* [Task to carry out]: Counting only the lines below that contain the word "edges", what is the total? Give it with no other words.

[Material for the task — start]

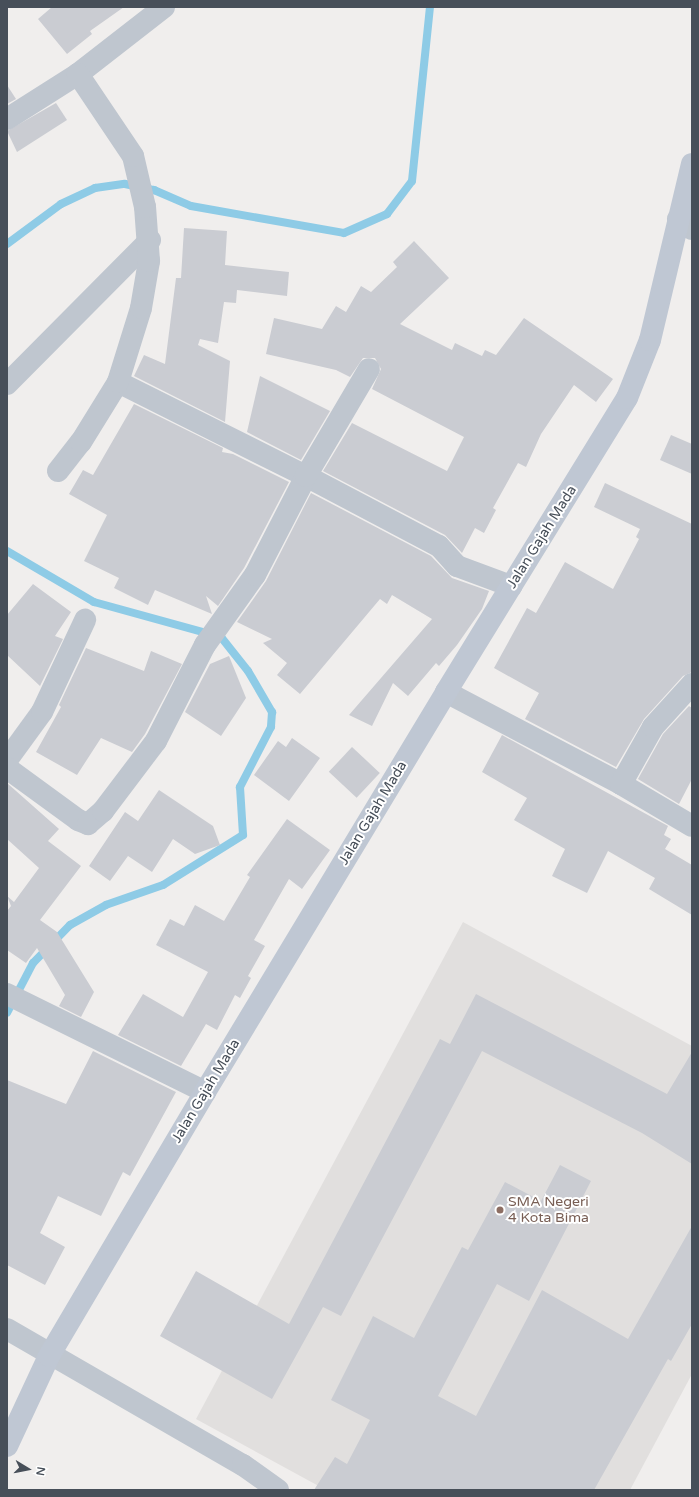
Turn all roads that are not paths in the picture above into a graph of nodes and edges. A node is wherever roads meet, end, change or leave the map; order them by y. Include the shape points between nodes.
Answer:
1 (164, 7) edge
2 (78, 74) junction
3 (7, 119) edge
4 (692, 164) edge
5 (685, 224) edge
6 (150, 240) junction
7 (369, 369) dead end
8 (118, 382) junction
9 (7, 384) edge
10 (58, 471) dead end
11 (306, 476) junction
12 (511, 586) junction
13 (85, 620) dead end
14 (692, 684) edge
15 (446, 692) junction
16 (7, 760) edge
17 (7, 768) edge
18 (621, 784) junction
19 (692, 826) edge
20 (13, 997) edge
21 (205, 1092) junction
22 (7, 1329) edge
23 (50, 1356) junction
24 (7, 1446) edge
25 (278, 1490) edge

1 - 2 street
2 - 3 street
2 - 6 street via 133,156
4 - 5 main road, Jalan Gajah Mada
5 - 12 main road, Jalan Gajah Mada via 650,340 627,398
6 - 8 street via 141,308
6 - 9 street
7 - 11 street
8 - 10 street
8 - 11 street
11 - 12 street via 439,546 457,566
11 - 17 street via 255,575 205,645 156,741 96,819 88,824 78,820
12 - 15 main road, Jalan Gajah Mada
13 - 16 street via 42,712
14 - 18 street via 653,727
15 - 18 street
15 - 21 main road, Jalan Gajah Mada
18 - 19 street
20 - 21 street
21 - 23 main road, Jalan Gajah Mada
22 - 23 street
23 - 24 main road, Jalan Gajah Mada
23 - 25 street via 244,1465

[Material for the task — finish]
[Material for the task — start]

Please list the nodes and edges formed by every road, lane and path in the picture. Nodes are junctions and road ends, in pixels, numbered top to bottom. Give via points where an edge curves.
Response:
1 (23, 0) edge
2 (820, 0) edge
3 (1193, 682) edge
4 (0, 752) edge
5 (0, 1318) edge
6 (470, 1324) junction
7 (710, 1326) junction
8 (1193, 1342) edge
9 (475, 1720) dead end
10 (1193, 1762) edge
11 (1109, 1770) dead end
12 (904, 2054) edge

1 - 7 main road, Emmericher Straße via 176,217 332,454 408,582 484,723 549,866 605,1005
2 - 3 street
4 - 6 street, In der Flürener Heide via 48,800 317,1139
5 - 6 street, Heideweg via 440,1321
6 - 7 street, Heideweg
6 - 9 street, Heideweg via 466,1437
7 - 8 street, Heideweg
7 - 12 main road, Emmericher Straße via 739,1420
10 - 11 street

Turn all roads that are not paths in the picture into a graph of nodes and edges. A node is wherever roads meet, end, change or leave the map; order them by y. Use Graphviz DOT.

[Material for the task — finish]
[Material for the task — start]

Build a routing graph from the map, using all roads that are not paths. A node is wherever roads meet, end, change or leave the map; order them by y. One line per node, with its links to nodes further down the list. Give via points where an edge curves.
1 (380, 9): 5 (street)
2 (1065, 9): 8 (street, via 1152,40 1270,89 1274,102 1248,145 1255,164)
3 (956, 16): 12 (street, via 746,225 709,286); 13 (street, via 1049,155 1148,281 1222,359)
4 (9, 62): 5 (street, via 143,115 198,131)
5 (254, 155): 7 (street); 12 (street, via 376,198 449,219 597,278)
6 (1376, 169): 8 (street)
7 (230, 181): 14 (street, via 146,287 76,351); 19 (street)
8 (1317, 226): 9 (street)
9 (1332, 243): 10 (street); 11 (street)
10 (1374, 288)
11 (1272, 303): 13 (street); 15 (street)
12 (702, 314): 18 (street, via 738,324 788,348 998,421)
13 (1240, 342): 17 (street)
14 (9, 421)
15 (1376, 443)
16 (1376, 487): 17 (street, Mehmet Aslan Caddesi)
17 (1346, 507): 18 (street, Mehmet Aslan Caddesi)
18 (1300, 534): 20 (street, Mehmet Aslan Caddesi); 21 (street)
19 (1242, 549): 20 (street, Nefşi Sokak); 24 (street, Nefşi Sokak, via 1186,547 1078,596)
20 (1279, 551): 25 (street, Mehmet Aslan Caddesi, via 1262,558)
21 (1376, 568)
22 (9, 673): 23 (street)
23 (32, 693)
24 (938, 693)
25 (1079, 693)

[Material for the task — finish]

* [Your solution]: 3